Supplied records START

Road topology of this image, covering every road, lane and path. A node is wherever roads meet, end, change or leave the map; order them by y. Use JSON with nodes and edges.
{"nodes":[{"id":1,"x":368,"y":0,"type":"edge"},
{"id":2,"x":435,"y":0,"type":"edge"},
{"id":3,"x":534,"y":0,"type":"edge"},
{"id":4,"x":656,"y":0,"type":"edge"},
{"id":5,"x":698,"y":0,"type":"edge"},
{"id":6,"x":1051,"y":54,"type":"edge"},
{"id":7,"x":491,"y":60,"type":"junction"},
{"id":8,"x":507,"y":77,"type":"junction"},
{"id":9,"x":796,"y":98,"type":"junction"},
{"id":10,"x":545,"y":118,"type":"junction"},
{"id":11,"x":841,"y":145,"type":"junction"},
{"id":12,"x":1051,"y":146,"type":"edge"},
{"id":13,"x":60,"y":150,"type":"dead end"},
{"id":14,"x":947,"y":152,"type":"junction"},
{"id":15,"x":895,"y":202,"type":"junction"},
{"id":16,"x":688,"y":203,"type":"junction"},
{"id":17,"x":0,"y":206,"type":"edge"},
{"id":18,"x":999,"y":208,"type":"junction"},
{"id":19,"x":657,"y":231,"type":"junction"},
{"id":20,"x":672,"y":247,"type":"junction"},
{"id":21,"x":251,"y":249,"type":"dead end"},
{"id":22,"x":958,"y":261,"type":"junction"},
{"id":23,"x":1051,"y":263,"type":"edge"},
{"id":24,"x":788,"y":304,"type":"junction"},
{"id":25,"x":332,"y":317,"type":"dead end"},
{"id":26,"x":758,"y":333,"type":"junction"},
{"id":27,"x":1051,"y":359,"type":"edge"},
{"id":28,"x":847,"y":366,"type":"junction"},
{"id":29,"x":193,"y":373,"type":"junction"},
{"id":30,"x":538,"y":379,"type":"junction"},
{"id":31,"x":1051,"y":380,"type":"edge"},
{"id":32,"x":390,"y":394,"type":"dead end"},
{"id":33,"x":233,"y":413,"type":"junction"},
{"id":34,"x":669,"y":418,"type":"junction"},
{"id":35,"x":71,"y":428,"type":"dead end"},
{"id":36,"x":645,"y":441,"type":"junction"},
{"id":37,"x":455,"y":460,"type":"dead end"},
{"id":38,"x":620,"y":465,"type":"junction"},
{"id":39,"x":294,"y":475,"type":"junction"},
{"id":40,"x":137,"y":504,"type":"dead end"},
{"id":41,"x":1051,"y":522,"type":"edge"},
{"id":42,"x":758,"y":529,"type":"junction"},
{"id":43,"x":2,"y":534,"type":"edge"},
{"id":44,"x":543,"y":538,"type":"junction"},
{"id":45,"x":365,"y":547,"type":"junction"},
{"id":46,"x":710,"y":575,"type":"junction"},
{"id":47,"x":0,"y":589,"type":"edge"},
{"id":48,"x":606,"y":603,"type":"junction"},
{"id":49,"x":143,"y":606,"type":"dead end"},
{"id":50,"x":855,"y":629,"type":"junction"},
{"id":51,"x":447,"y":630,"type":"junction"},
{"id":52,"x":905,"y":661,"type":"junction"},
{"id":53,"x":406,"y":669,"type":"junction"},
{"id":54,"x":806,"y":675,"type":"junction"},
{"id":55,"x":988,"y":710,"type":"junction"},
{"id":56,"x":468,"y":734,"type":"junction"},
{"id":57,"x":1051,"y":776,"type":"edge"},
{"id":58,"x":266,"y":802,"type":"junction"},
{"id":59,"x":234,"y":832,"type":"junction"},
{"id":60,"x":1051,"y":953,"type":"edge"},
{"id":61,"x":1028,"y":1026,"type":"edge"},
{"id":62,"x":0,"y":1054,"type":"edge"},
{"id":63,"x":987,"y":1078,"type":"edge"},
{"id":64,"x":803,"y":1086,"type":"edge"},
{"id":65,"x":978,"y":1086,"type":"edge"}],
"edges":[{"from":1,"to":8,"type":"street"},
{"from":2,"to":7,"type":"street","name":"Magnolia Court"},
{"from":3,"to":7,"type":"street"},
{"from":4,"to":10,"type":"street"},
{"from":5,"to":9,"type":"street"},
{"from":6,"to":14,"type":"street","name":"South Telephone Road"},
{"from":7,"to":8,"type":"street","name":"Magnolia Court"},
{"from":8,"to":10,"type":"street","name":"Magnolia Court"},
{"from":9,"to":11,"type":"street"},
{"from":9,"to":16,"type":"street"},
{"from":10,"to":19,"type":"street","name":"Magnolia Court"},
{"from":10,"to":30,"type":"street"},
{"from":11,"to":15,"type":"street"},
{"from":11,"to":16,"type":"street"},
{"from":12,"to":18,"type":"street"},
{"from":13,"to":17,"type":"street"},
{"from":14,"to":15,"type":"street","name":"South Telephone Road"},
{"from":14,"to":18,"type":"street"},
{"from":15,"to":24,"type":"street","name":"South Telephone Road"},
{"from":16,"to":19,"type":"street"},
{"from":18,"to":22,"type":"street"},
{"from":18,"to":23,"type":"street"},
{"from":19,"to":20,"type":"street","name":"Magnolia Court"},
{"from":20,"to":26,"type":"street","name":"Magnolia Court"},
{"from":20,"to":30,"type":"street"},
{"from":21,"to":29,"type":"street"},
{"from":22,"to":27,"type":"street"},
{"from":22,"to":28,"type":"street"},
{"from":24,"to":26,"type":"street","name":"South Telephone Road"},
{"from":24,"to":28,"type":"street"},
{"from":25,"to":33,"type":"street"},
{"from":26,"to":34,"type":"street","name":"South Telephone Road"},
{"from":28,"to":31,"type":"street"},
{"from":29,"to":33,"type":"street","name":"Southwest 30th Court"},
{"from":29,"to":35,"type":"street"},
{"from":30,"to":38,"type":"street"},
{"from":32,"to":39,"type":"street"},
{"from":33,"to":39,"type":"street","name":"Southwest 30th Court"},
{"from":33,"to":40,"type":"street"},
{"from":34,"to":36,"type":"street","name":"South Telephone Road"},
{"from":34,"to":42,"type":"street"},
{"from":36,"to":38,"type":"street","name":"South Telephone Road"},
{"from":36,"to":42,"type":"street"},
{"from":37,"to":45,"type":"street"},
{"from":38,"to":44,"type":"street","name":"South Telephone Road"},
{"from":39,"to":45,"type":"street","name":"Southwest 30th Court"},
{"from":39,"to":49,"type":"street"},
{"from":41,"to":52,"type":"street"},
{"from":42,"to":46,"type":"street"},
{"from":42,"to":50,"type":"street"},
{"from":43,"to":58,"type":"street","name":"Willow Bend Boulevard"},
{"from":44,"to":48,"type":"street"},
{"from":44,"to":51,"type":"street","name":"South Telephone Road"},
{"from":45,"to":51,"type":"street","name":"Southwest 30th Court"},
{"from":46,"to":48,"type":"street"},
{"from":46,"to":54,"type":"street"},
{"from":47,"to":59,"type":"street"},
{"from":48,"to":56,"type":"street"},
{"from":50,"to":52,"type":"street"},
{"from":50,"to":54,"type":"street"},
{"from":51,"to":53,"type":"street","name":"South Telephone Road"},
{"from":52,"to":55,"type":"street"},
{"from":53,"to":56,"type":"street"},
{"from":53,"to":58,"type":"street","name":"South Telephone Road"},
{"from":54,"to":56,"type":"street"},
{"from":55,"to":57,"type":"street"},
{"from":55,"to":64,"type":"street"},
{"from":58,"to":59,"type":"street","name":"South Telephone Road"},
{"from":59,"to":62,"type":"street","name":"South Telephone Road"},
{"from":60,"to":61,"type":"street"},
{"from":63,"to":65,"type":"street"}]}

Supplied records END

* _Prompt_
Which lines of the data include the word "nodes"? Copy each one.

* _Output of the task_
Road topology of this image, covering every road, lane and path. A node is wherever roads meet, end, change or leave the map; order them by y. Use JSON with nodes and edges.
{"nodes":[{"id":1,"x":368,"y":0,"type":"edge"},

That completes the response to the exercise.